So since I wasn't going to get much accomplished today, I spent quite a bit of time thinking about our upcoming journey to Ellen. I'll be on a plane in a mere three weeks and five days, and I'm not remotely ready; there's still so much to do. At the same time, I wish I was on a plane to her now instead of having to wait a whole twenty-six more days.
I've been reading a lot of blogs by Asian Americans who were adopted, and a theme that comes up again and again is how out of place a lot of them feel. Many seem to perceive themselves as not belonging in either the country of their birth or the United States. Of course these are people who for the most part were adopted at a very young age, and it's been a little difficult to find perspectives from those who were adopted in their teenage years, like Ellen will be. Ellen already has a strong identity as a Thai person, and so she won't be in quite the same situation as the children who grow up not speaking the language of their birth countries or knowing anything about their first parents' culture.
Still, things won't be easy for her.
There’s a little gray bird called the American Dipper that lives near fast flowing mountain streams in North and South America. It’s an unpretentious, rather stocky little thing that possesses an extraordinary ability—it hunts for food by diving into the rapids and flying underwater to search for grubs and insect larva. This is a bird that is completely at home in the both the air and the stream, and it’s able to effortlessly transition from one to the other without hesitation.

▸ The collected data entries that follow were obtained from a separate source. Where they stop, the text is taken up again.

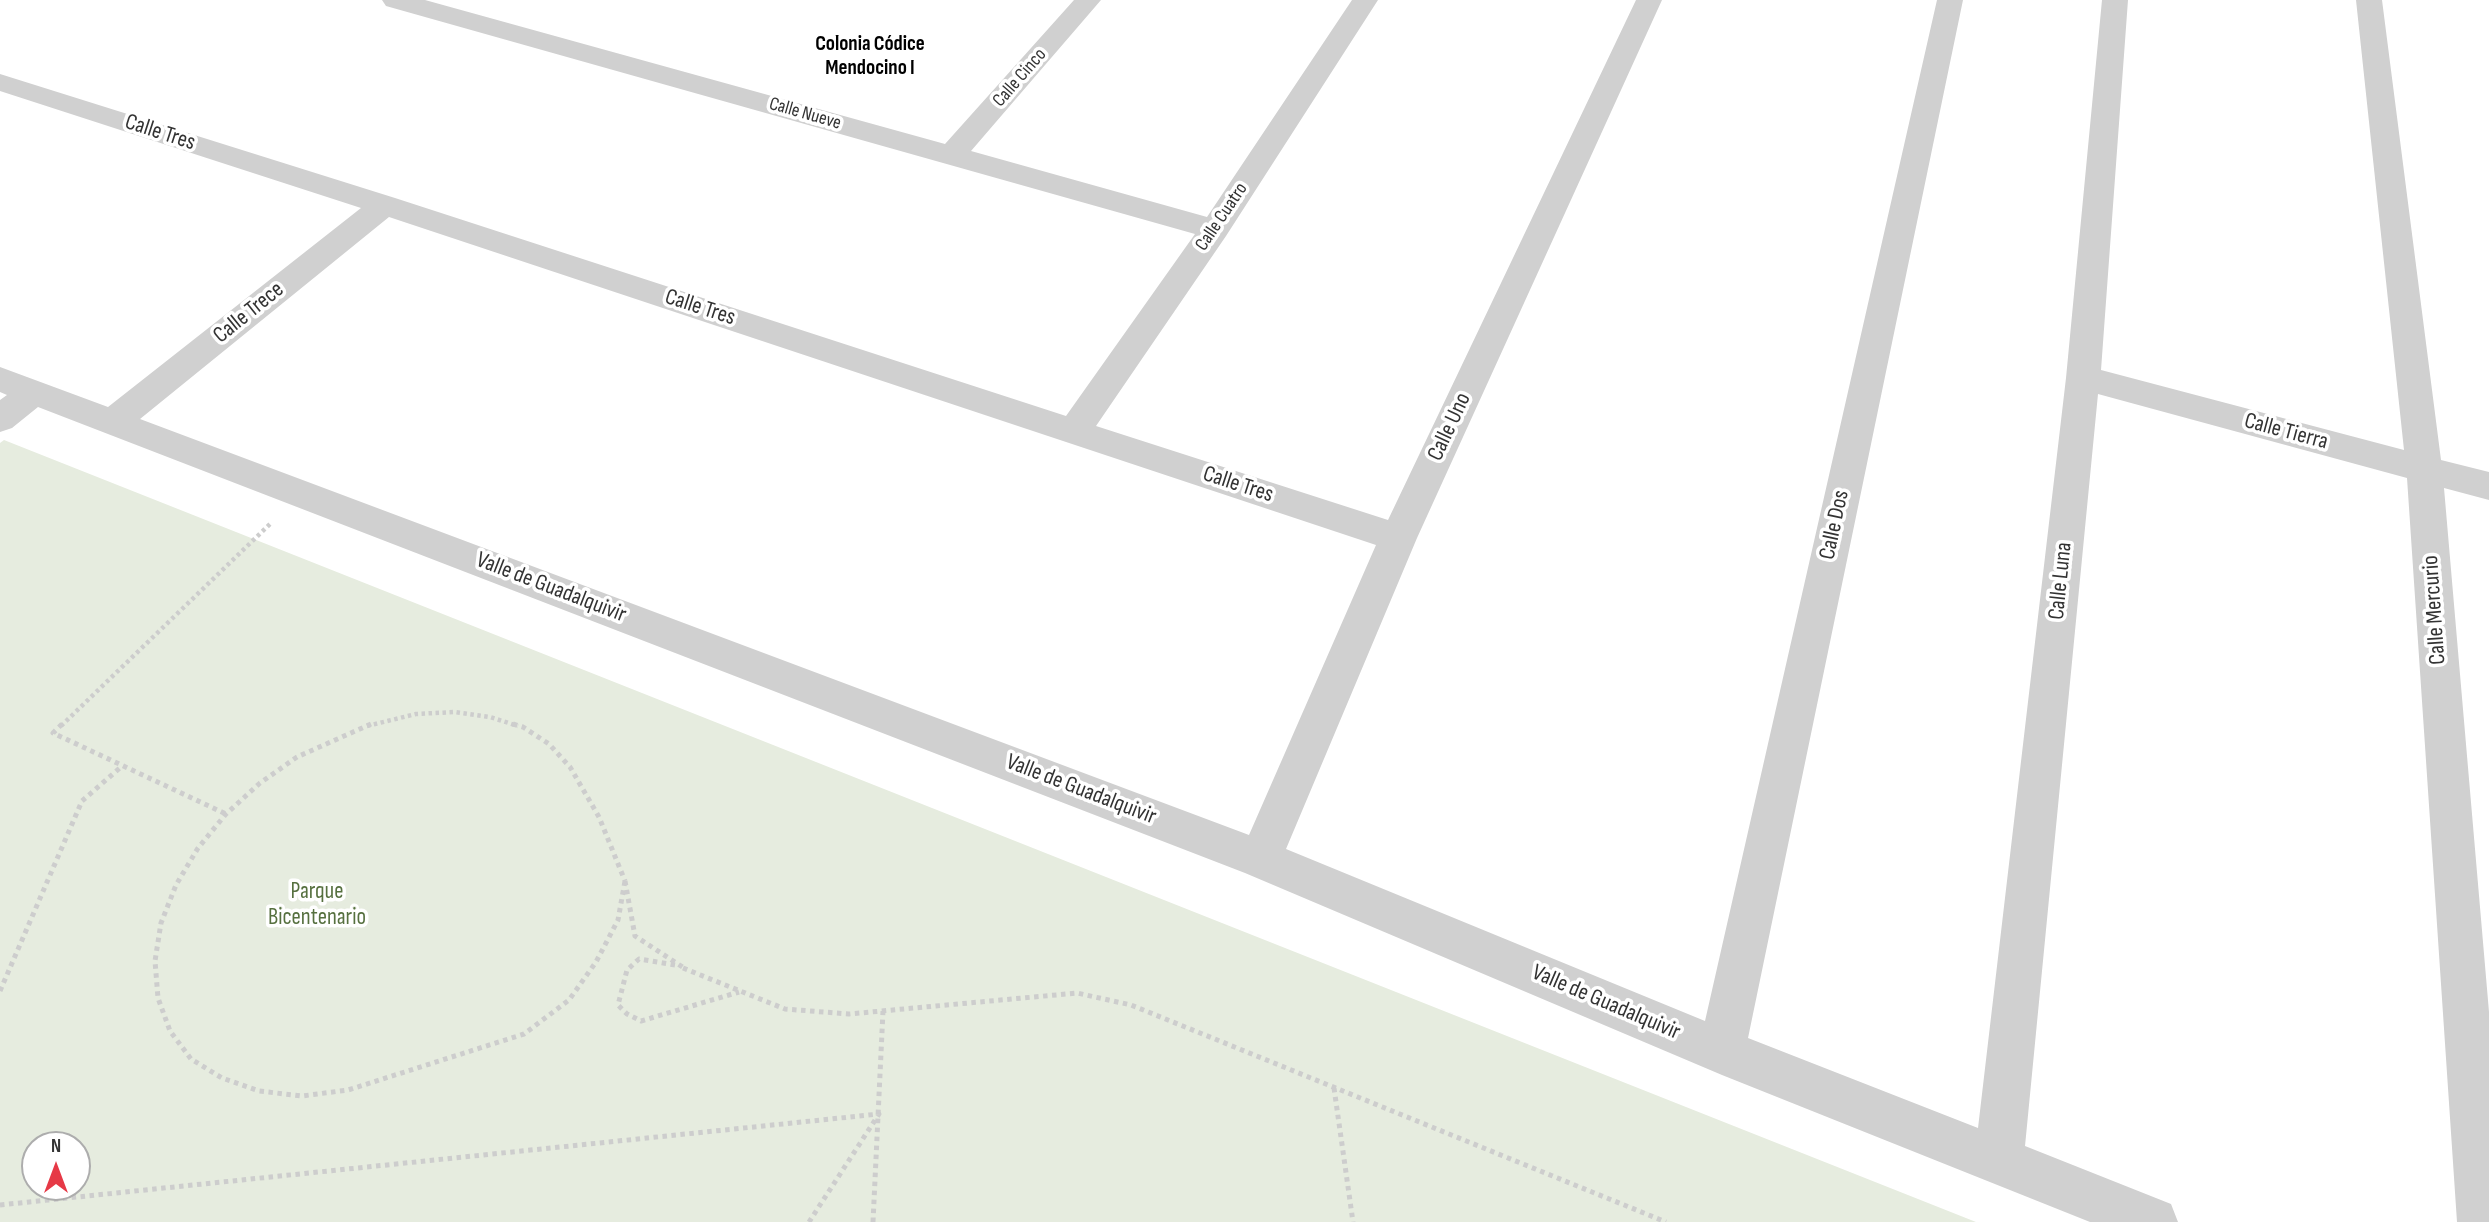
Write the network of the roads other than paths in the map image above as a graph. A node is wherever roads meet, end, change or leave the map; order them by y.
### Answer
1 (395, 0) edge
2 (1365, 0) edge
3 (1649, 0) edge
4 (1950, 0) edge
5 (2115, 0) edge
6 (2369, 0) edge
7 (1076, 2) edge
8 (0, 82) edge
9 (952, 155) junction
10 (384, 205) junction
11 (1215, 229) junction
12 (2083, 378) junction
13 (17, 386) edge
14 (0, 419) edge
15 (114, 421) junction
16 (1074, 431) junction
17 (2424, 468) junction
18 (2489, 486) edge
19 (1398, 538) junction
20 (1260, 859) junction
21 (1722, 1051) junction
22 (1999, 1161) junction
23 (2153, 1222) edge
24 (2482, 1222) edge

1 - 9 street, Calle Nueve
2 - 11 street, Calle Cuatro
3 - 19 street, Calle Uno
4 - 21 street, Calle Dos
5 - 12 street, Calle Luna
6 - 17 street, Calle Mercurio
7 - 9 street, Calle Cinco
8 - 10 street, Calle Tres
9 - 11 street, Calle Nueve
10 - 15 street, Calle Trece
10 - 16 street, Calle Tres
11 - 16 street, Calle Cuatro
12 - 17 street, Calle Tierra
12 - 22 street, Calle Luna
13 - 14 street
13 - 15 street, Valle de Guadalquivir
15 - 20 street, Valle de Guadalquivir
16 - 19 street, Calle Tres
17 - 18 street, Calle Tierra
17 - 24 street, Calle Mercurio
19 - 20 street, Calle Uno
20 - 21 street, Valle de Guadalquivir
21 - 22 street, Valle de Guadalquivir
22 - 23 street, Valle de Guadalquivir

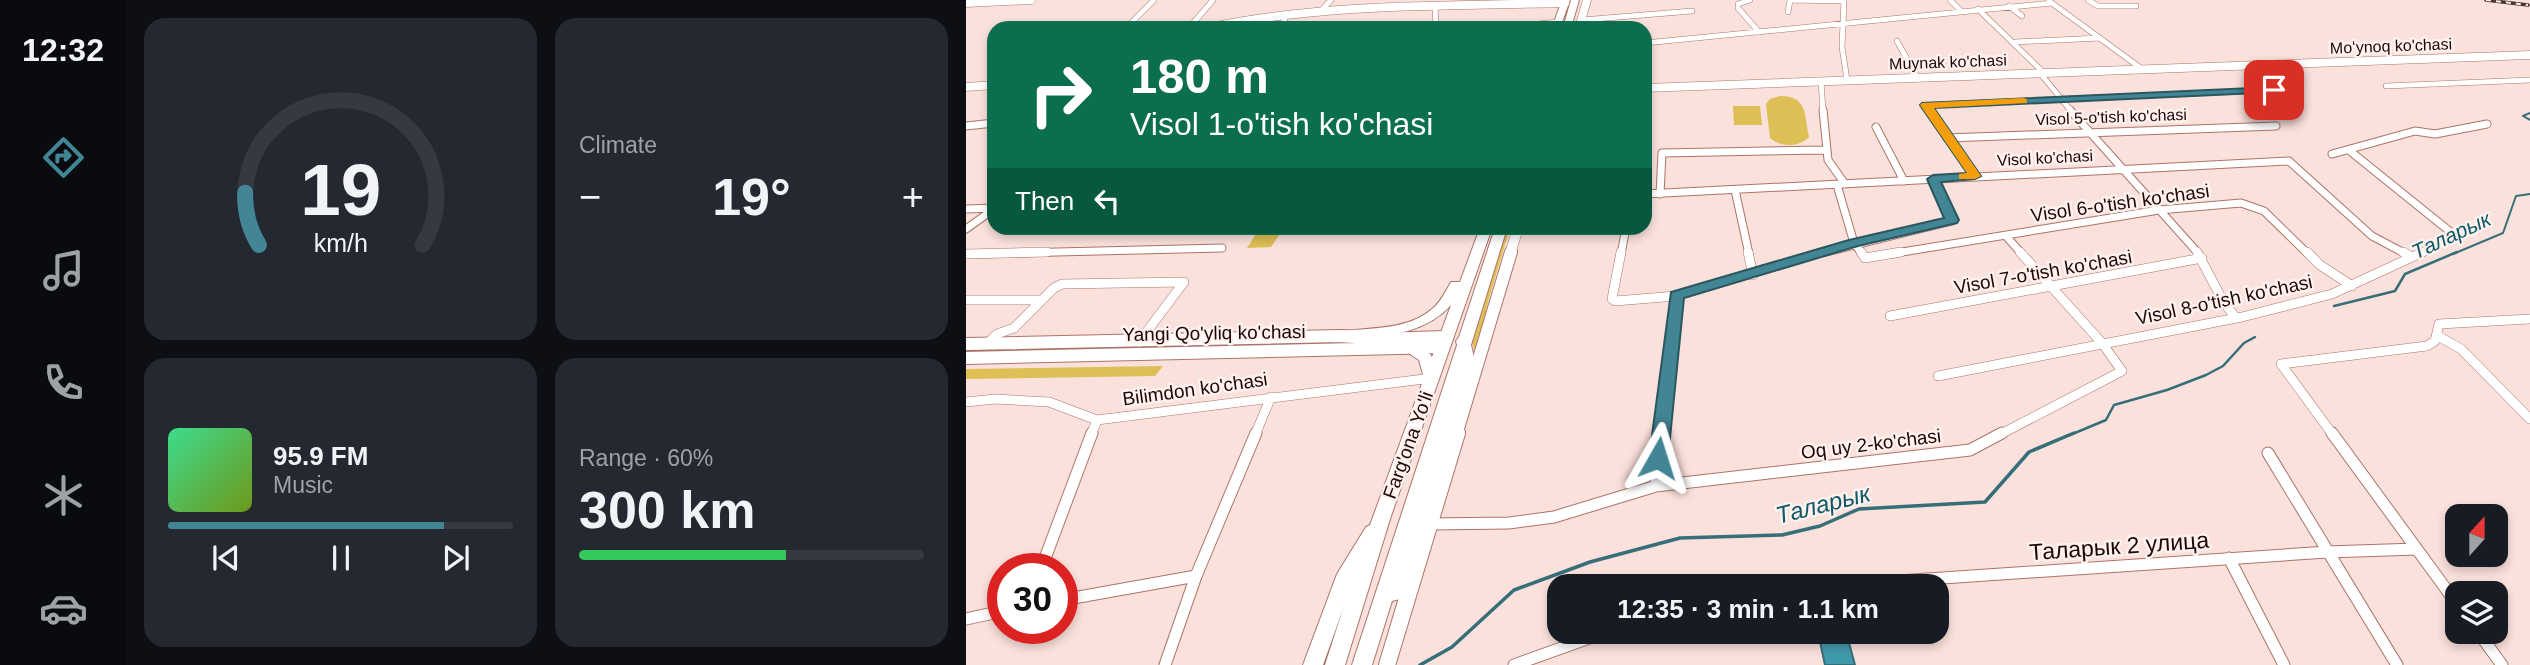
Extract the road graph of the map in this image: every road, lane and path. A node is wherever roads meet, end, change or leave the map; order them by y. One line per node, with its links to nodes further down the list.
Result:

And that’s what I want for my daughter. I don’t want her to be stuck in an awkward in-between state where she doesn’t fit in anywhere; I want her to be able to move between Thailand and America with the same graceful, natural motion that bird uses to navigate its dual world of water and sky. This may be entirely impossible; not only are the two cultures very different, but as a person with a disability the reality is that society will try and set her apart no matter where she may find herself.
But I'm learning as much about Thai culture as I possibly can right now, and will continue to do my best to create connections in not just the Thai-American community here, but also the community of people with disabilities as well.
There are things that I can't give her. I am not-- and will never be-- either adopted or Asian American. And while there's always the possibility that I could eventually have a disability, it's not something that I've experienced to date. So I want to do my best to surround her with successful, well-rounded people who are traveling through life with one or more of those personal experiences, so they can give her the perspective and the understanding that I can't. And while I can never tell her that I "know what she's going through," I can be as educated and as empathetic as possible so I can help her along as she navigates her own road through life.
If I'm honest with myself, what I'd wish most for her and also for Connor would be for them to be ordinary. I'm not saying that I want to change either of them in the slightest-- I absolutely don't. But I would love to change the world's perspective so they would be able to move through a crowd, one face in a sea of faces, and not be set apart by their disabilities or life circumstances or by the color of their skin. I would like my children to be able to travel through the world and be viewed as just people-- not looked down upon or sanctified because of events beyond their control.
I don't want my children to be seen as ugly ducklings or as swans. I'd like them to be little gray birds half-hidden in twilight, flicking their quiet way low over the water, headed for home.